Les autorités françaises le répèteront sans trembler : « Napalm rigoureusement proscrit et jamais employé opération militaire en Algérie »1. Ce mensonge clairement affirmé par le ministre résidant Robert Lacoste2 en 1957 est répété sous la Ve République. Au quai d’Orsay, on assure ainsi que l’armée française « n’a jamais fait usage du napalm » et que « des instructions permanentes du haut commandement militaire français en Algérie interdisent l’emploi de ce produit »3.
Si la France ne peut reconnaître l’usage de cette essence gélifiée utilisée dans des bombes incendiaires, c’est que cette arme est proscrite par les conventions internationales dont le pays est signataire. Son usage viendrait en outre contredire la fiction de simples opérations de maintien de l’ordre menées dans l’Algérie française depuis novembre 1954.
UN PAYS EN FLAMMES
Ce que Paris, Genève ou New York ignorent est pourtant devenu une évidence dans les montagnes algériennes où l’armée française lutte contre les maquisards de l’Armée de libération nationale (ALN). Les forêts qui dérobent ces combattants aux avions français sont particulièrement ciblées : largué par les airs, le napalm enflamme immédiatement la surface sur laquelle il se répand, ce qui le rend particulièrement redoutable dans les régions boisées.

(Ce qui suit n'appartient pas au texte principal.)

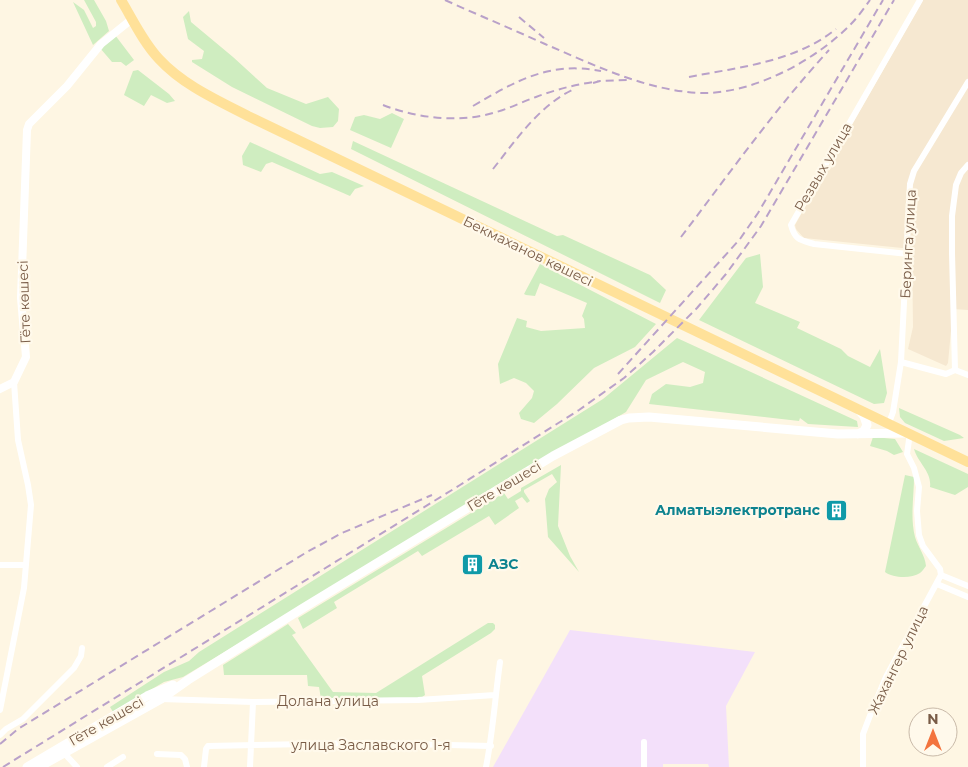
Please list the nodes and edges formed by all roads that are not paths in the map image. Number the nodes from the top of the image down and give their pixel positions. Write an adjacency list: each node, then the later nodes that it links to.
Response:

Des témoignages français confirment d’ailleurs ce que les indépendantistes dénoncent à mesure que l’Algérie s’enfonce dans la guerre. En 1959, Hubert Beuve-Méry, le directeur du journal Le Monde, acquiert ainsi la certitude de son usage après s’être entretenu avec le successeur de Robert Lacoste, Paul Delouvrier. Peu de temps auparavant, un caporal avait adressé une lettre au journal pour dévoiler la réalité cachée derrière une dépêche officielle parlant de « rebelles mis hors de combat avec l’aide de l’aviation » : « Ayant participé à l’encerclement et à la réduction de la ferme où [les « rebelles »] étaient retranchés, je puis vous indiquer qu’ils ont en réalité été brûlés vifs, avec une dizaine de civils dont deux femmes et une fillette d’une dizaine d’années, par trois bombes au napalm lancées par des appareils de l’aéronavale », non loin de Sétif, le 14 août 1959.

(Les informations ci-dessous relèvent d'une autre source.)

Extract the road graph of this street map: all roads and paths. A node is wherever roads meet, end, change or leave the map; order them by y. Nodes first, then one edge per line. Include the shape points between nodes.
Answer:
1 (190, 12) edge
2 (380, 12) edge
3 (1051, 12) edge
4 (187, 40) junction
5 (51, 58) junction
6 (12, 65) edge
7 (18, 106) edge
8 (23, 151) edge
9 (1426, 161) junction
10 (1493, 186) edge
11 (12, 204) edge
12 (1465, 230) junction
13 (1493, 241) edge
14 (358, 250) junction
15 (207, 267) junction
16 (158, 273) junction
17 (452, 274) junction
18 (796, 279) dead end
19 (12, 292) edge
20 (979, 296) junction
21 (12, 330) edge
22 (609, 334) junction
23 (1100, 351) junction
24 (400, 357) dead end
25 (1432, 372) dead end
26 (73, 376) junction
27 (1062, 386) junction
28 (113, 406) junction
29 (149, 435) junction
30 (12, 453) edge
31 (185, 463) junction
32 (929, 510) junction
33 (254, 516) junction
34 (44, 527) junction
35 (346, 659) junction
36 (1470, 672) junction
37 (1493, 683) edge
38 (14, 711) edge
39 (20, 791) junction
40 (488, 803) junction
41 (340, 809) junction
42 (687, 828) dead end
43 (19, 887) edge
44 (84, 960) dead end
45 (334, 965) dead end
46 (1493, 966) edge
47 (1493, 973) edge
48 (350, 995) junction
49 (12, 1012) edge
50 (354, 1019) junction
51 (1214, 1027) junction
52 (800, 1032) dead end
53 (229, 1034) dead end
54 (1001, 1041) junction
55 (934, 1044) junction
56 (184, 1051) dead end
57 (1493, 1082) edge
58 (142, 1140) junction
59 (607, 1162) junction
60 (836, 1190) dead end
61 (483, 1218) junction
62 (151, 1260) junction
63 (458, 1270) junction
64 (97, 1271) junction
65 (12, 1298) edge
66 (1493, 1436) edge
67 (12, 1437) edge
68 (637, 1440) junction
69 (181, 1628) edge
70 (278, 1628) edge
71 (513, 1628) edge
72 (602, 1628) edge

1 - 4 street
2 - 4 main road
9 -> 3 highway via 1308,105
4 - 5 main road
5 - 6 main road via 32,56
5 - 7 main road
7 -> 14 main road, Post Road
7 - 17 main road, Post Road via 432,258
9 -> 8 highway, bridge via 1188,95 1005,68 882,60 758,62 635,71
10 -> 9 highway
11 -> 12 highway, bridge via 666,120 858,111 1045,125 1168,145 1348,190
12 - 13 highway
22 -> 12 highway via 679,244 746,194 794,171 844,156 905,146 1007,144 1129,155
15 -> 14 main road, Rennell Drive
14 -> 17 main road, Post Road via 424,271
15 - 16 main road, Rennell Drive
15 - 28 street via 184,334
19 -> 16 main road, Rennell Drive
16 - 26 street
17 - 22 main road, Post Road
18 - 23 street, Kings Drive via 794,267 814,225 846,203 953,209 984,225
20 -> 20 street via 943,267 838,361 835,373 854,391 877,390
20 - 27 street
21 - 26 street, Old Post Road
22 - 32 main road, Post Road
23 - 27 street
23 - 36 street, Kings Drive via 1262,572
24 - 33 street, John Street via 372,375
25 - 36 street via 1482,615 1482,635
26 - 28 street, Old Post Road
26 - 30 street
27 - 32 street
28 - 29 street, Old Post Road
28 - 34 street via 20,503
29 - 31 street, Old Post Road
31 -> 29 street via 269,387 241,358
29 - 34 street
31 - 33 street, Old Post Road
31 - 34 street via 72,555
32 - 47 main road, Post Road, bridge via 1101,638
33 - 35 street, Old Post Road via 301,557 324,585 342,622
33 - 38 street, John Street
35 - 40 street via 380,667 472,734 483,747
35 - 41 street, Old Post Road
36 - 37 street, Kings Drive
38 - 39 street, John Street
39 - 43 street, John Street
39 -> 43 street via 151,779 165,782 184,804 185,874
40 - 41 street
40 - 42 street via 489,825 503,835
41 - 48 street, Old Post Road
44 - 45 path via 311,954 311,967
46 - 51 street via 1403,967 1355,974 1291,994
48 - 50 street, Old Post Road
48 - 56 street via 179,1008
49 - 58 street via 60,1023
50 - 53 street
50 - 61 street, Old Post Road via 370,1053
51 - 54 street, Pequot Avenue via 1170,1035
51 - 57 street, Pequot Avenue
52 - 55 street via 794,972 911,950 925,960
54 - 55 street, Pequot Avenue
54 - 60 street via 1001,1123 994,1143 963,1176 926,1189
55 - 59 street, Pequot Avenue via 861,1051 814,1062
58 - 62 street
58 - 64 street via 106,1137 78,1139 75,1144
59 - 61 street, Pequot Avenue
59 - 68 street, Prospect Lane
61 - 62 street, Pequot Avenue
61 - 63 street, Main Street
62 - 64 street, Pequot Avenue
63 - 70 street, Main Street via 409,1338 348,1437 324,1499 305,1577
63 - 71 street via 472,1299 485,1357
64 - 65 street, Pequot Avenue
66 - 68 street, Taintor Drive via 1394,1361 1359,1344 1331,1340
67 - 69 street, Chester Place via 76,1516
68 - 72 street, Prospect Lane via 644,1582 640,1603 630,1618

Les pilotes savent parfaitement ce qu’ils larguent, et les militaires qui demandent leur appui au sol aussi. L’usage du napalm étant interdit, on opte pour un langage codé : « bidons spéciaux ». Dans le secteur de Bou Saada, au sud-est d’Alger, est ainsi consignée, fin septembre 1959, une « action de l’aviation en bombes de 250 livres et en bidons spéciaux sur un camp rebelle »4. Les comptes-rendus d’opérations mentionnent aussi les effets de ces « bombing par bidons spéciaux » comme dans ce bilan d’une opération des 23 et 24 février 1959 qui indique : « Pertes rebelles : 6 cadavres dénombrés dont un sergent et un caporal. Débris humains découverts dans une zone traitée aux bidons spéciaux et correspondant à 5 rebelles repérés par un observateur ». Parfois, le camouflage cède, comme quand le 14e régiment de chasseurs parachutistes relate un affrontement entre plusieurs régiments d’élite et leurs ennemis début avril 1961. La « réduction du nid de résistance » ayant échoué face au « feu violent et précis des rebelles », l’intervention de l’aviation de chasse est demandée. Le journal de marche du régiment note que sont utilisées « des roquettes et des bombes au napalm contre les retranchements rebelles ».
« UNE ODEUR HORRIBLE »
Mohamed Kaced était l’un de ces « rebelles » visés par des bombardements. La grotte où, blessé, il se cache est repérée par l’aviation : « Ils nous ont jeté du napalm ». Un de ses compagnons est atteint :
Le soldat qui avait été brûlé, qu’allions-nous lui faire ? Si on le touchait, on allait être brûlés aussi. Qu’est-ce qu’il fallait faire alors ? Il fallait prendre de la terre et la lui jeter dessus ou prendre un chiffon et le couvrir. Il fallait faire comme ça et surtout éviter de se faire brûler aussi. Parce que les flammes peuvent très vite te toucher5.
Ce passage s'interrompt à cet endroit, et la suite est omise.